Os comerciantes da Praça do Chile e ruas circundantes têm tido prejuízos na ordem das dezenas de milhares de euros, desde que as obras de ampliação da estação do metro de Arroios começaram. Alguns já estão a despedir funcionários e outros acabaram mesmo por fechar as lojas, algumas ali instaladas há mais de quinze anos. O Metropolitano de Lisboa (ML) parece não reconhecer, contudo, os efeitos negativos para os comerciantes desta requalificação. Diz que a empreitada tem pouco impacto à superfície, pois desenvolve-se no interior da estação de metro, causando, assim, menos incómodo aos moradores e lojistas. O  certo é que o movimento naquelas ruas baixou muito e os comerciantes temem pelo seu emprego. “Antes atendíamos dez pessoas num minuto. Agora, nem dez pessoas atendemos por dia. Como é que o nosso patrão vai conseguir continuar a pagar-nos?”, questiona um funcionário.
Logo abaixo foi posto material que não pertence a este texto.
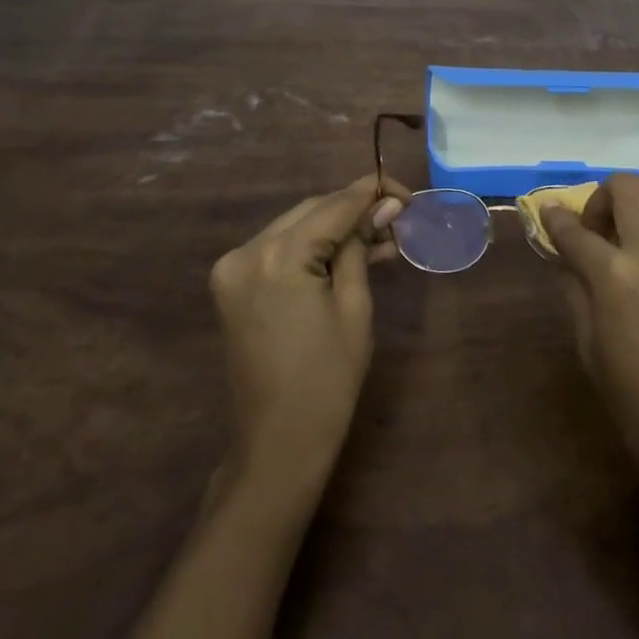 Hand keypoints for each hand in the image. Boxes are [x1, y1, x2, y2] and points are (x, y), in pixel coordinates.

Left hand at [209, 175, 407, 502]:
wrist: (277, 444)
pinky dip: (311, 247)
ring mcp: (233, 268)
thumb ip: (362, 246)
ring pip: (295, 227)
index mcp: (278, 257)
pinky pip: (279, 249)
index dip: (373, 194)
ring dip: (335, 228)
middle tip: (397, 220)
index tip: (407, 195)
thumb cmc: (327, 379)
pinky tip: (346, 255)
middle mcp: (247, 252)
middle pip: (312, 211)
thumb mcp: (355, 306)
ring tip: (380, 241)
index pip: (334, 206)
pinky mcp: (232, 285)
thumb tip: (385, 205)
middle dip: (355, 211)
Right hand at [541, 173, 638, 528]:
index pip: (576, 230)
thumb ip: (577, 293)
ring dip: (635, 216)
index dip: (555, 218)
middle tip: (594, 233)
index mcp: (617, 276)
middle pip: (628, 188)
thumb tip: (570, 260)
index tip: (547, 213)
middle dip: (602, 198)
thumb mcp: (592, 353)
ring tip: (625, 254) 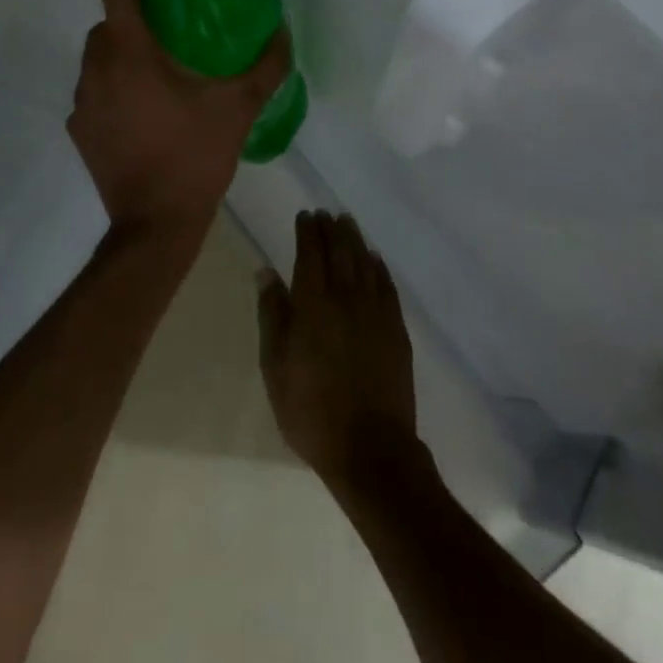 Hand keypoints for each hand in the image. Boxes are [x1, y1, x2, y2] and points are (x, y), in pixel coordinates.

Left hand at [68, 0, 292, 240]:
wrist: (154, 225)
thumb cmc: (195, 157)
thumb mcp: (240, 107)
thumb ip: (266, 65)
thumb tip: (282, 31)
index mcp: (130, 51)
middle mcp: (96, 67)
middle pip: (109, 19)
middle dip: (138, 11)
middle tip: (174, 22)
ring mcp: (82, 100)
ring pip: (100, 55)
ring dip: (126, 49)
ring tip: (164, 69)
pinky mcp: (79, 128)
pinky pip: (96, 89)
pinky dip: (117, 85)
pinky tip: (148, 109)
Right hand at [257, 210, 419, 489]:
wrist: (369, 449)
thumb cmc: (311, 410)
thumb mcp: (275, 366)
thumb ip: (272, 314)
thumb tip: (266, 271)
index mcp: (313, 304)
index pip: (311, 254)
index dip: (308, 232)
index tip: (305, 215)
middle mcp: (346, 298)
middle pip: (340, 251)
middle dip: (331, 229)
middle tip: (326, 213)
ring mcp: (375, 312)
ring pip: (365, 262)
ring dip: (355, 239)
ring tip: (347, 223)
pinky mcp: (396, 329)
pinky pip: (387, 285)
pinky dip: (378, 266)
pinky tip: (374, 259)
Continuamos aqui”, lê-se numa faixa colocada nos tapumes que escondem as obras de ampliação da estação do metro de Arroios. Esta é a forma de os lojistas da Praça do Chile lembrarem os seus clientes que continuam a trabalhar no mesmo sítio. Aquela paragem foi encerrada no Verão passado para ser requalificada de modo a permitir a circulação de comboios com seis carruagens na Linha Verde. A obra só avançaria, contudo, em Outubro, devido a problemas financeiros do empreiteiro. Dez meses depois, a preocupação dos lojistas em perder clientes, já manifestada na altura a O Corvo, confirma-se. Nos quarteirões em redor da estação, mas também na Rua Morais Soares e na Avenida Almirante Reis, os comerciantes já sentem prejuízos na ordem das dezenas de milhares de euros e já fecharam dez lojas.
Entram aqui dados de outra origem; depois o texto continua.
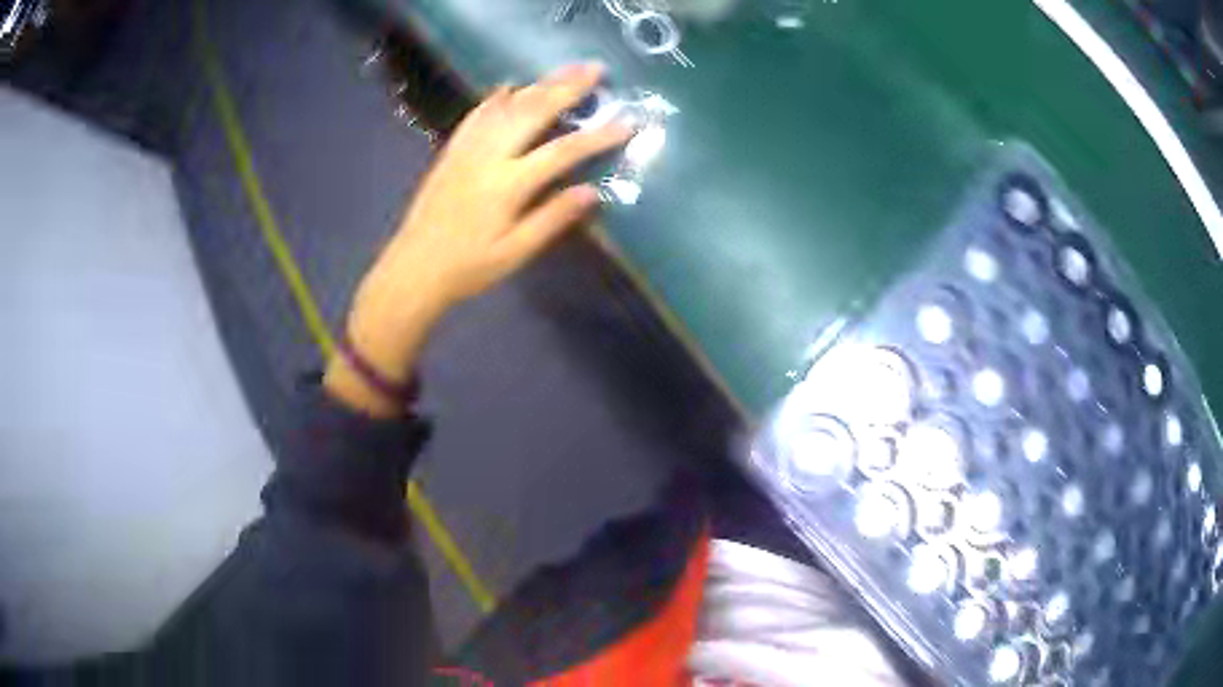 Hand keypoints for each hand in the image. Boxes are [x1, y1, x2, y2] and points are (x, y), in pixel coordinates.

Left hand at [326, 63, 632, 414]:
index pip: (562, 152)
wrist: (413, 269)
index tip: (626, 122)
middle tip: (595, 69)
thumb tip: (592, 191)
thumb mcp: (515, 253)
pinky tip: (510, 87)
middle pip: (533, 112)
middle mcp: (488, 156)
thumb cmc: (468, 268)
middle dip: (567, 88)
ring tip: (564, 70)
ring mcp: (467, 149)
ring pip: (507, 106)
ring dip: (538, 85)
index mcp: (507, 185)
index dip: (597, 136)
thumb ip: (552, 219)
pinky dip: (497, 98)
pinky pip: (476, 115)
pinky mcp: (452, 151) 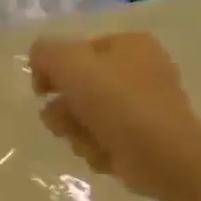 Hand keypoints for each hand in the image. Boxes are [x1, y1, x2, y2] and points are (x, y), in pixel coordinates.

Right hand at [29, 32, 200, 197]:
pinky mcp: (139, 138)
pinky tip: (104, 153)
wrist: (162, 156)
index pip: (74, 52)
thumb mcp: (70, 63)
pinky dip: (95, 147)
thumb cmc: (117, 102)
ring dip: (75, 130)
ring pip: (83, 116)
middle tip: (66, 119)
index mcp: (129, 44)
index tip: (42, 91)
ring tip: (87, 140)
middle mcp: (138, 70)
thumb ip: (46, 53)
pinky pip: (99, 139)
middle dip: (64, 109)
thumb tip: (38, 61)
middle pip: (77, 87)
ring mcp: (141, 106)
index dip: (52, 70) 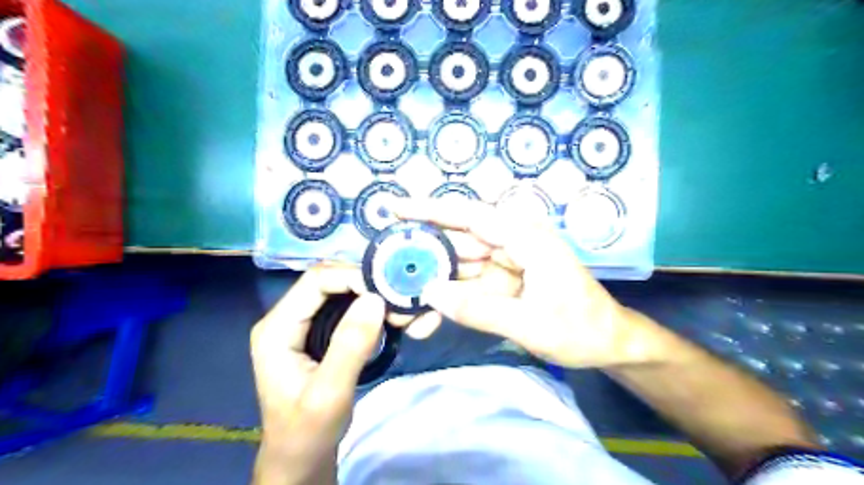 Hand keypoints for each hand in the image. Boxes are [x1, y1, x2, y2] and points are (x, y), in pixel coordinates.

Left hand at [249, 263, 383, 482]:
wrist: (302, 457)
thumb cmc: (308, 431)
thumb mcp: (329, 393)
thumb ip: (350, 346)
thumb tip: (375, 299)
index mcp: (277, 327)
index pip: (316, 281)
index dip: (353, 277)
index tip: (389, 291)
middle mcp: (289, 317)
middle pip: (333, 281)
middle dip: (369, 287)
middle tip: (402, 302)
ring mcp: (305, 323)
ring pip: (345, 293)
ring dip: (376, 298)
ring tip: (405, 312)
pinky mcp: (322, 332)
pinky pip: (351, 308)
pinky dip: (376, 310)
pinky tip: (397, 320)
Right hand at [397, 197, 663, 367]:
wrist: (608, 344)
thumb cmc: (580, 329)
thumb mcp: (531, 324)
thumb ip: (479, 310)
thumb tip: (430, 294)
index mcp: (525, 238)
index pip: (469, 216)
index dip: (429, 210)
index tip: (393, 209)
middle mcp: (512, 243)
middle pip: (457, 242)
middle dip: (422, 258)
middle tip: (385, 270)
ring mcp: (506, 264)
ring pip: (458, 268)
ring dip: (431, 285)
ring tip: (400, 306)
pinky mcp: (502, 283)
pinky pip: (468, 288)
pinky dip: (449, 303)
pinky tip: (426, 321)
“No início das obras, ligavam-me a perguntar para onde tinha ido, porque achavam que a loja tinha fechado. Estava, apenas, tapada”, conta Carla Salsinha, proprietária de uma loja de vestidos para noivas na Praça do Chile há 42 anos, que, entretanto, mudou para a Rua José Falcão, uns metros atrás. A também ex-presidente da União da Associação de Comerciantes e Serviços (UACS), diz que nunca questionou “a bondade” da obra. Critica apenas o facto de nunca ter havido uma carta dirigida aos comerciantes a comunicar o que ia ser feito. “Quando se coloca um estaleiro desta dimensão, deviam informar-nos. Se a autarquia diz que somos a força viva da cidade, não podem fechar a porta aos clientes. Não só têm de ajudar-nos, como temos de conhecer o plano de obras. No Areeiro, ao final de um ano, fechou tudo. Só sobraram duas lojas. Aqui, já encerraram dez e as que ainda resistem têm um prejuízo muito avultado”, critica.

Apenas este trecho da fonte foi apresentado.